A fórmula de Droysen para o conhecimento histórico é, pois, “compreender investigando” (§ 8). Nisso se oculta tanto uma mediação infinita como uma imediatez última. O conceito da investigação, que Droysen vincula, aqui numa cunhagem tão significativa, com o do compreender, deve marcar a infinitude da tarefa que separa o historiador tão profundamente das perfeições da criação artística, como da perfeita sintonia que instauram a simpatia e o amor entre o eu e o tu. Somente investigando a tradição até o fim e “sem descanso”, descobrindo sempre novas fontes e reinterpretando-as sem cessar, a investigação vai se aproximando pouco a pouco da “ideia”. Isso soa como um apoiar-se no procedimento das ciências da natureza e como uma antecipação da interpretação neokantiana da “coisa em si”, como “tarefa infinita”. Porém, observando-se mais de perto, descobrir-se-á que nisso há algo mais. A fórmula de Droysen não delimita o fazer do historiador somente face à idealidade total da arte e face à comunhão íntima das almas, mas também, ao que parece, face ao procedimento das ciências da natureza. VERDADE E MÉTODO SEGUNDA PARTE 1.

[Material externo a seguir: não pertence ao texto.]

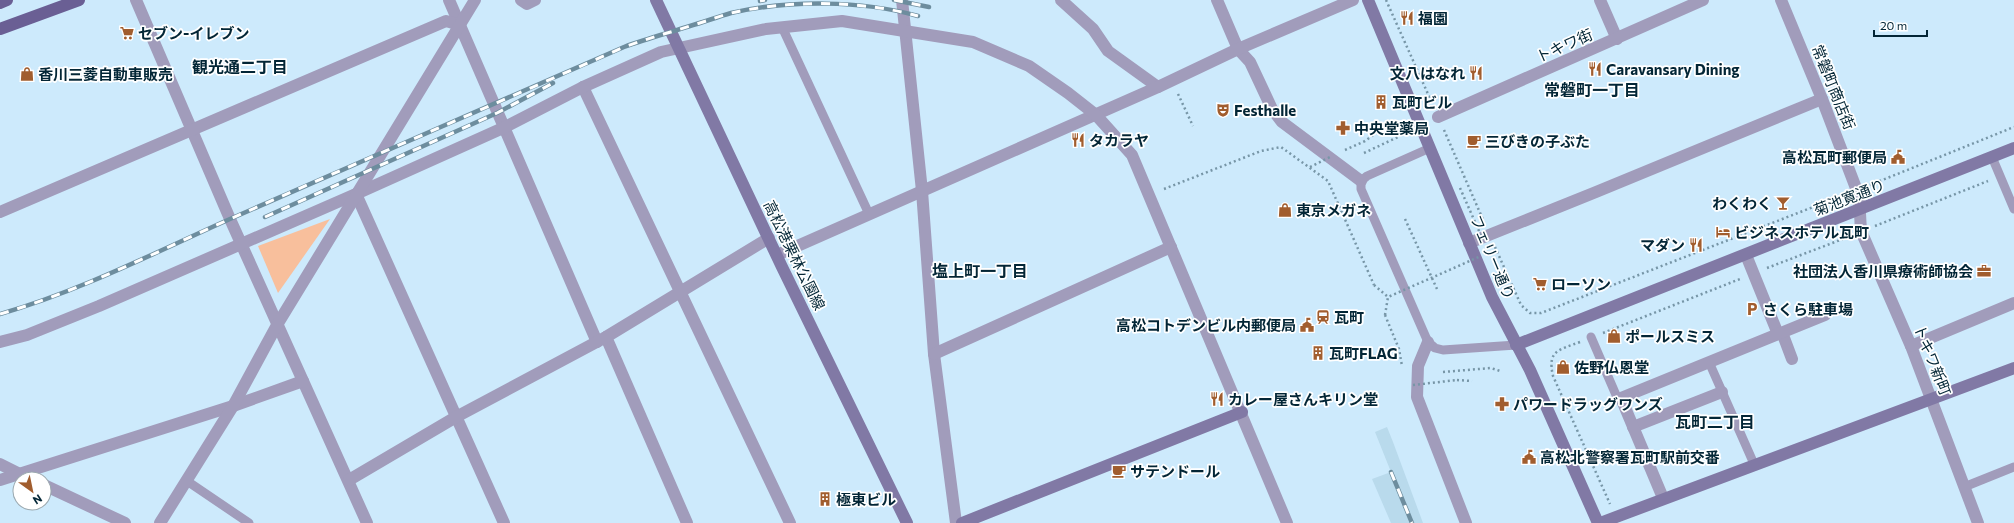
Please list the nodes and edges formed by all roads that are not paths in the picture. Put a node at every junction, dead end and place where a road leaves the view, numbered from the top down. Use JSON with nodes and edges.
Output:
{"nodes":[{"id":1,"x":7,"y":0,"type":"edge"},
{"id":2,"x":79,"y":0,"type":"edge"},
{"id":3,"x":136,"y":0,"type":"edge"},
{"id":4,"x":449,"y":0,"type":"edge"},
{"id":5,"x":475,"y":0,"type":"edge"},
{"id":6,"x":521,"y":0,"type":"edge"},
{"id":7,"x":535,"y":0,"type":"edge"},
{"id":8,"x":656,"y":0,"type":"edge"},
{"id":9,"x":902,"y":0,"type":"edge"},
{"id":10,"x":1060,"y":0,"type":"edge"},
{"id":11,"x":1217,"y":0,"type":"edge"},
{"id":12,"x":1353,"y":0,"type":"edge"},
{"id":13,"x":1368,"y":0,"type":"edge"},
{"id":14,"x":1600,"y":0,"type":"edge"},
{"id":15,"x":1703,"y":0,"type":"edge"},
{"id":16,"x":1781,"y":0,"type":"edge"},
{"id":17,"x":0,"y":3,"type":"edge"},
{"id":18,"x":460,"y":25,"type":"junction"},
{"id":19,"x":782,"y":27,"type":"junction"},
{"id":20,"x":0,"y":29,"type":"edge"},
{"id":21,"x":904,"y":30,"type":"junction"},
{"id":22,"x":1617,"y":39,"type":"junction"},
{"id":23,"x":680,"y":48,"type":"junction"},
{"id":24,"x":1238,"y":49,"type":"junction"},
{"id":25,"x":583,"y":87,"type":"junction"},
{"id":26,"x":1158,"y":87,"type":"junction"},
{"id":27,"x":1822,"y":98,"type":"junction"},
{"id":28,"x":1096,"y":115,"type":"junction"},
{"id":29,"x":1438,"y":117,"type":"road end"},
{"id":30,"x":503,"y":128,"type":"junction"},
{"id":31,"x":191,"y":130,"type":"junction"},
{"id":32,"x":1430,"y":148,"type":"junction"},
{"id":33,"x":2014,"y":148,"type":"edge"},
{"id":34,"x":1992,"y":157,"type":"junction"},
{"id":35,"x":1361,"y":181,"type":"junction"},
{"id":36,"x":922,"y":191,"type":"junction"},
{"id":37,"x":356,"y":194,"type":"junction"},
{"id":38,"x":2014,"y":209,"type":"edge"},
{"id":39,"x":1860,"y":210,"type":"junction"},
{"id":40,"x":0,"y":212,"type":"edge"},
{"id":41,"x":869,"y":214,"type":"junction"},
{"id":42,"x":769,"y":238,"type":"junction"},
{"id":43,"x":1469,"y":243,"type":"junction"},
{"id":44,"x":242,"y":244,"type":"junction"},
{"id":45,"x":1171,"y":247,"type":"junction"},
{"id":46,"x":777,"y":255,"type":"junction"},
{"id":47,"x":1746,"y":255,"type":"junction"},
{"id":48,"x":682,"y":292,"type":"junction"},
{"id":49,"x":2014,"y":303,"type":"edge"},
{"id":50,"x":1826,"y":315,"type":"dead end"},
{"id":51,"x":277,"y":325,"type":"junction"},
{"id":52,"x":1778,"y":334,"type":"junction"},
{"id":53,"x":1591,"y":337,"type":"road end"},
{"id":54,"x":601,"y":340,"type":"junction"},
{"id":55,"x":0,"y":342,"type":"edge"},
{"id":56,"x":1428,"y":342,"type":"junction"},
{"id":57,"x":1516,"y":345,"type":"junction"},
{"id":58,"x":1911,"y":346,"type":"junction"},
{"id":59,"x":934,"y":354,"type":"junction"},
{"id":60,"x":1792,"y":359,"type":"dead end"},
{"id":61,"x":1709,"y":362,"type":"junction"},
{"id":62,"x":2014,"y":368,"type":"edge"},
{"id":63,"x":303,"y":381,"type":"junction"},
{"id":64,"x":1722,"y":392,"type":"junction"},
{"id":65,"x":1621,"y":398,"type":"junction"},
{"id":66,"x":1932,"y":399,"type":"junction"},
{"id":67,"x":233,"y":406,"type":"junction"},
{"id":68,"x":1242,"y":412,"type":"junction"},
{"id":69,"x":456,"y":417,"type":"junction"},
{"id":70,"x":1633,"y":427,"type":"junction"},
{"id":71,"x":0,"y":464,"type":"edge"},
{"id":72,"x":1754,"y":464,"type":"junction"},
{"id":73,"x":2014,"y":467,"type":"edge"},
{"id":74,"x":15,"y":471,"type":"edge"},
{"id":75,"x":41,"y":471,"type":"edge"},
{"id":76,"x":12,"y":478,"type":"edge"},
{"id":77,"x":0,"y":480,"type":"edge"},
{"id":78,"x":349,"y":480,"type":"junction"},
{"id":79,"x":187,"y":481,"type":"junction"},
{"id":80,"x":1964,"y":487,"type":"junction"},
{"id":81,"x":52,"y":489,"type":"edge"},
{"id":82,"x":1663,"y":498,"type":"junction"},
{"id":83,"x":125,"y":523,"type":"edge"},
{"id":84,"x":160,"y":523,"type":"edge"},
{"id":85,"x":249,"y":523,"type":"edge"},
{"id":86,"x":367,"y":523,"type":"edge"},
{"id":87,"x":504,"y":523,"type":"edge"},
{"id":88,"x":687,"y":523,"type":"edge"},
{"id":89,"x":790,"y":523,"type":"edge"},
{"id":90,"x":907,"y":523,"type":"edge"},
{"id":91,"x":956,"y":523,"type":"edge"},
{"id":92,"x":962,"y":523,"type":"edge"},
{"id":93,"x":1287,"y":523,"type":"edge"},
{"id":94,"x":1466,"y":523,"type":"edge"},
{"id":95,"x":1599,"y":523,"type":"edge"},
{"id":96,"x":1978,"y":523,"type":"edge"}],
"edges":[{"from":1,"to":17,"type":"main road"},
{"from":2,"to":20,"type":"main road"},
{"from":3,"to":31,"type":"street"},
{"from":4,"to":18,"type":"street"},
{"from":5,"to":18,"type":"street"},
{"from":6,"to":7,"type":"street"},
{"from":8,"to":23,"type":"street","name":"高松港栗林公園線"},
{"from":9,"to":21,"type":"street"},
{"from":10,"to":26,"type":"street"},
{"from":11,"to":24,"type":"street"},
{"from":12,"to":24,"type":"street"},
{"from":13,"to":32,"type":"street","name":"フェリー通り"},
{"from":14,"to":22,"type":"street"},
{"from":15,"to":22,"type":"street","name":"トキワ街"},
{"from":16,"to":27,"type":"street","name":"常磐町商店街"},
{"from":18,"to":30,"type":"street"},
{"from":18,"to":31,"type":"street"},
{"from":18,"to":37,"type":"street"},
{"from":19,"to":21,"type":"street"},
{"from":19,"to":23,"type":"street"},
{"from":19,"to":41,"type":"lane"},
{"from":21,"to":28,"type":"street"},
{"from":21,"to":36,"type":"street"},
{"from":22,"to":29,"type":"street","name":"トキワ街"},
{"from":23,"to":25,"type":"street"},
{"from":23,"to":42,"type":"street","name":"高松港栗林公園線"},
{"from":24,"to":26,"type":"street"},
{"from":24,"to":35,"type":"street"},
{"from":25,"to":30,"type":"street"},
{"from":25,"to":48,"type":"street"},
{"from":26,"to":28,"type":"street"},
{"from":27,"to":39,"type":"street","name":"常磐町商店街"},
{"from":27,"to":43,"type":"street"},
{"from":28,"to":36,"type":"street"},
{"from":28,"to":45,"type":"street"},
{"from":30,"to":37,"type":"street"},
{"from":30,"to":54,"type":"street"},
{"from":31,"to":40,"type":"street"},
{"from":31,"to":44,"type":"street"},
{"from":32,"to":35,"type":"lane"},
{"from":32,"to":43,"type":"street","name":"フェリー通り"},
{"from":33,"to":34,"type":"street","name":"菊池寛通り"},
{"from":34,"to":38,"type":"lane"},
{"from":34,"to":39,"type":"street","name":"菊池寛通り"},
{"from":35,"to":56,"type":"lane"},
{"from":36,"to":41,"type":"street"},
{"from":36,"to":59,"type":"street"},
{"from":37,"to":44,"type":"street"},
{"from":37,"to":51,"type":"street"},
{"from":37,"to":69,"type":"street"},
{"from":39,"to":47,"type":"street","name":"菊池寛通り"},
{"from":39,"to":58,"type":"street","name":"トキワ新町"},
{"from":41,"to":46,"type":"street"},
{"from":42,"to":46,"type":"street","name":"高松港栗林公園線"},
{"from":42,"to":48,"type":"street"},
{"from":43,"to":57,"type":"street","name":"フェリー通り"},
{"from":44,"to":51,"type":"street"},
{"from":44,"to":55,"type":"street"},
{"from":45,"to":59,"type":"street"},
{"from":45,"to":68,"type":"street"},
{"from":46,"to":90,"type":"street","name":"高松港栗林公園線"},
{"from":47,"to":52,"type":"street"},
{"from":47,"to":57,"type":"street","name":"菊池寛通り"},
{"from":48,"to":54,"type":"street"},
{"from":48,"to":89,"type":"street"},
{"from":49,"to":58,"type":"street"},
{"from":50,"to":52,"type":"street"},
{"from":51,"to":63,"type":"street"},
{"from":51,"to":67,"type":"street"},
{"from":52,"to":60,"type":"street"},
{"from":52,"to":61,"type":"street"},
{"from":53,"to":65,"type":"lane"},
{"from":54,"to":69,"type":"street"},
{"from":54,"to":88,"type":"street"},
{"from":56,"to":57,"type":"lane"},
{"from":56,"to":94,"type":"street"},
{"from":57,"to":95,"type":"street","name":"フェリー通り"},
{"from":58,"to":66,"type":"street","name":"トキワ新町"},
{"from":59,"to":91,"type":"street"},
{"from":61,"to":64,"type":"lane"},
{"from":61,"to":65,"type":"street"},
{"from":62,"to":66,"type":"street"},
{"from":63,"to":67,"type":"street"},
{"from":63,"to":78,"type":"street"},
{"from":64,"to":70,"type":"street"},
{"from":64,"to":72,"type":"lane"},
{"from":65,"to":70,"type":"street"},
{"from":66,"to":72,"type":"street"},
{"from":66,"to":80,"type":"street","name":"トキワ新町"},
{"from":67,"to":75,"type":"street"},
{"from":67,"to":79,"type":"street"},
{"from":68,"to":92,"type":"street"},
{"from":68,"to":93,"type":"street"},
{"from":69,"to":78,"type":"street"},
{"from":69,"to":87,"type":"street"},
{"from":70,"to":82,"type":"street"},
{"from":71,"to":74,"type":"street"},
{"from":72,"to":82,"type":"street"},
{"from":73,"to":80,"type":"lane"},
{"from":76,"to":77,"type":"street"},
{"from":78,"to":86,"type":"street"},
{"from":79,"to":84,"type":"street"},
{"from":79,"to":85,"type":"lane"},
{"from":80,"to":96,"type":"street","name":"トキワ新町"},
{"from":81,"to":83,"type":"street"},
{"from":82,"to":95,"type":"street"}]}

Entretanto, nos vemos obrigados a indagar se essa é uma maneira adequada de entender o movimento circular da compreensão. Teremos de nos reportar aqui ao resultado de nossa análise hermenêutica de Schleiermacher. O que este desenvolve sob o nome de interpretação subjetiva pode muito bem ser deixado de lado. Quando procuramos entender um texto, não nos deslocamos até a constituição psíquica do autor, mas, se quisermos falar de deslocar-se, o fazemos tendo em vista a perspectiva sob a qual o outro ganhou a sua própria opinião. E isso não quer dizer outra coisa, senão que procuramos fazer valer o direito objetivo do que o outro diz. Quando procuramos entender, fazemos inclusive o possível para reforçar os seus próprios argumentos. Isso acontece já na conversação. Mas onde se torna mais patente é na compreensão do escrito. Aqui nos movemos numa dimensão de sentido que é compreensível em si mesma e que, como tal, não motiva um retrocesso à subjetividade do outro. É tarefa da hermenêutica explicar esse milagre da compreensão, que não é uma comunhão misteriosa das almas, mas uma participação num sentido comum. VERDADE E MÉTODO SEGUNDA PARTE 2.

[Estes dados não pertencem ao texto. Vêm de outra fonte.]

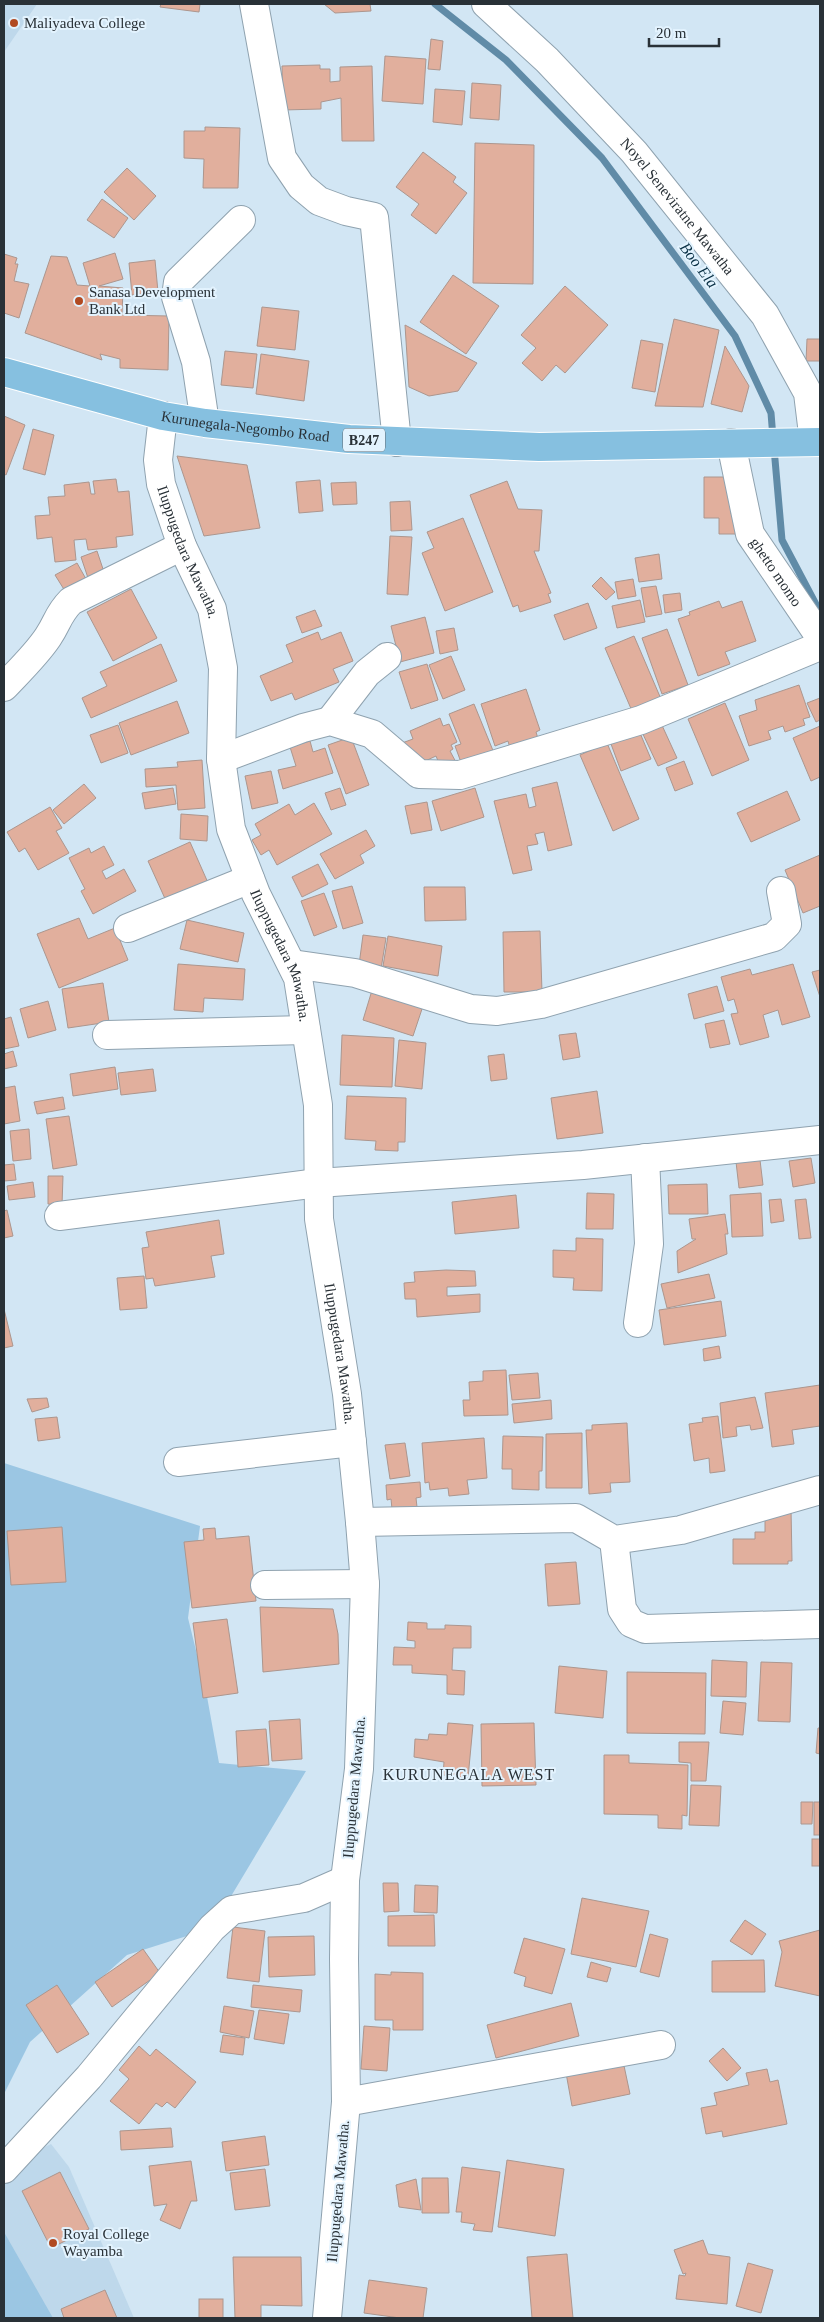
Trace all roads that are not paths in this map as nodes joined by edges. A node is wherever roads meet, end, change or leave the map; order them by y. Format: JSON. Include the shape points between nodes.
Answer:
{"nodes":[{"id":1,"x":254,"y":4,"type":"edge"},
{"id":2,"x":486,"y":4,"type":"edge"},
{"id":3,"x":241,"y":220,"type":"dead end"},
{"id":4,"x":4,"y":372,"type":"edge"},
{"id":5,"x":163,"y":416,"type":"junction"},
{"id":6,"x":205,"y":423,"type":"junction"},
{"id":7,"x":397,"y":442,"type":"junction"},
{"id":8,"x":809,"y":442,"type":"edge"},
{"id":9,"x":731,"y":443,"type":"junction"},
{"id":10,"x":182,"y":546,"type":"junction"},
{"id":11,"x":820,"y":637,"type":"edge"},
{"id":12,"x":820,"y":646,"type":"edge"},
{"id":13,"x":387,"y":657,"type":"dead end"},
{"id":14,"x":4,"y":687,"type":"edge"},
{"id":15,"x":330,"y":721,"type":"junction"},
{"id":16,"x":221,"y":759,"type":"junction"},
{"id":17,"x":250,"y":879,"type":"junction"},
{"id":18,"x":781,"y":891,"type":"dead end"},
{"id":19,"x":128,"y":928,"type":"dead end"},
{"id":20,"x":292,"y":964,"type":"junction"},
{"id":21,"x":306,"y":1030,"type":"junction"},
{"id":22,"x":107,"y":1035,"type":"dead end"},
{"id":23,"x":820,"y":1140,"type":"edge"},
{"id":24,"x":645,"y":1158,"type":"junction"},
{"id":25,"x":318,"y":1183,"type":"junction"},
{"id":26,"x":59,"y":1216,"type":"dead end"},
{"id":27,"x":638,"y":1323,"type":"dead end"},
{"id":28,"x":352,"y":1442,"type":"junction"},
{"id":29,"x":178,"y":1462,"type":"dead end"},
{"id":30,"x":820,"y":1490,"type":"edge"},
{"id":31,"x":360,"y":1522,"type":"junction"},
{"id":32,"x":614,"y":1540,"type":"junction"},
{"id":33,"x":366,"y":1584,"type":"junction"},
{"id":34,"x":264,"y":1585,"type":"dead end"},
{"id":35,"x":820,"y":1624,"type":"edge"},
{"id":36,"x":345,"y":1880,"type":"junction"},
{"id":37,"x":661,"y":2044,"type":"dead end"},
{"id":38,"x":346,"y":2102,"type":"junction"},
{"id":39,"x":4,"y":2169,"type":"edge"},
{"id":40,"x":327,"y":2318,"type":"edge"}],
"edges":[{"from":1,"to":7,"type":"street","via":[[282,158],[301,186],[319,201],[374,216]]},
{"from":2,"to":8,"type":"street","name":"Noyel Seneviratne Mawatha","via":[[548,60],[634,152],[765,316],[808,393]]},
{"from":3,"to":6,"type":"street","via":[[178,282],[176,297],[196,362]]},
{"from":4,"to":5,"type":"main road","name":"Kurunegala-Negombo Road","number":"B247"},
{"from":5,"to":6,"type":"main road","name":"Kurunegala-Negombo Road","number":"B247"},
{"from":5,"to":10,"type":"street","name":"Iluppugedara Mawatha.","via":[[158,460],[160,484]]},
{"from":6,"to":7,"type":"main road","name":"Kurunegala-Negombo Road","number":"B247"},
{"from":7,"to":9,"type":"main road","name":"Kurunegala-Negombo Road","number":"B247","via":[[539,447]]},
{"from":8,"to":9,"type":"main road","number":"B247"},
{"from":9,"to":11,"type":"street","name":"ghetto momo","via":[[750,534]]},
{"from":10,"to":14,"type":"street","via":[[71,601],[59,613],[49,635]]},
{"from":10,"to":16,"type":"street","name":"Iluppugedara Mawatha.","via":[[212,609],[223,668]]},
{"from":12,"to":15,"type":"street","via":[[642,720],[460,775],[420,774],[372,734]]},
{"from":13,"to":15,"type":"street","via":[[368,673]]},
{"from":15,"to":16,"type":"street"},
{"from":16,"to":17,"type":"street","name":"Iluppugedara Mawatha.","via":[[231,829]]},
{"from":17,"to":19,"type":"street"},
{"from":17,"to":20,"type":"street","name":"Iluppugedara Mawatha."},
{"from":18,"to":20,"type":"street","via":[[787,924],[774,937],[541,1004],[497,1011],[471,1010],[355,973]]},
{"from":20,"to":21,"type":"street","name":"Iluppugedara Mawatha.","via":[[298,978]]},
{"from":21,"to":22,"type":"street"},
{"from":21,"to":25,"type":"street","name":"Iluppugedara Mawatha.","via":[[318,1104]]},
{"from":23,"to":24,"type":"street"},
{"from":24,"to":25,"type":"street"},
{"from":24,"to":27,"type":"street","via":[[649,1244]]},
{"from":25,"to":26,"type":"street"},
{"from":25,"to":28,"type":"street","name":"Iluppugedara Mawatha.","via":[[319,1220]]},
{"from":28,"to":29,"type":"street"},
{"from":28,"to":31,"type":"street","name":"Iluppugedara Mawatha."},
{"from":30,"to":32,"type":"street","via":[[681,1530]]},
{"from":31,"to":32,"type":"street","via":[[576,1518]]},
{"from":31,"to":33,"type":"street","name":"Iluppugedara Mawatha."},
{"from":32,"to":35,"type":"street","via":[[622,1609],[631,1623],[645,1629]]},
{"from":33,"to":34,"type":"street"},
{"from":33,"to":36,"type":"street","name":"Iluppugedara Mawatha.","via":[[359,1769]]},
{"from":36,"to":38,"type":"street","name":"Iluppugedara Mawatha."},
{"from":36,"to":39,"type":"street","via":[[304,1898],[232,1910],[212,1928],[89,2077]]},
{"from":37,"to":38,"type":"street"},
{"from":38,"to":40,"type":"street","name":"Iluppugedara Mawatha."}]}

A relação entre alma e corpo, como é pensada nesse tipo de teorias, por exemplo, na filosofia platônico-pitagórica, e a que corresponde a ideia religiosa da transmigração das almas, instaura, antes, a completa alteridade da alma em relação ao corpo. A alma retém em todas as corporalizações seu ser para si, e a liberação do corpo é para ela purificação, isto é, reconstrução de seu ser verdadeiro e autêntico. Também a manifestação do divino na forma humana, que torna tão humana a religião grega, nada tem a ver com a encarnação. Ali, Deus não se torna homem, mas se mostra aos homens em forma humana, mantendo ao mesmo tempo, por inteiro e absolutamente, toda sua divindade supra-humana. Frente a isso, o Deus feito homem, como ensina a religião cristã, implica o sacrifício que assume o crucificado como filho do homem, e implica, com isso, uma relação misteriosamente diferente, cuja interpretação teológica tem lugar na doutrina da trindade. VERDADE E MÉTODO TERCEIRA PARTE 2.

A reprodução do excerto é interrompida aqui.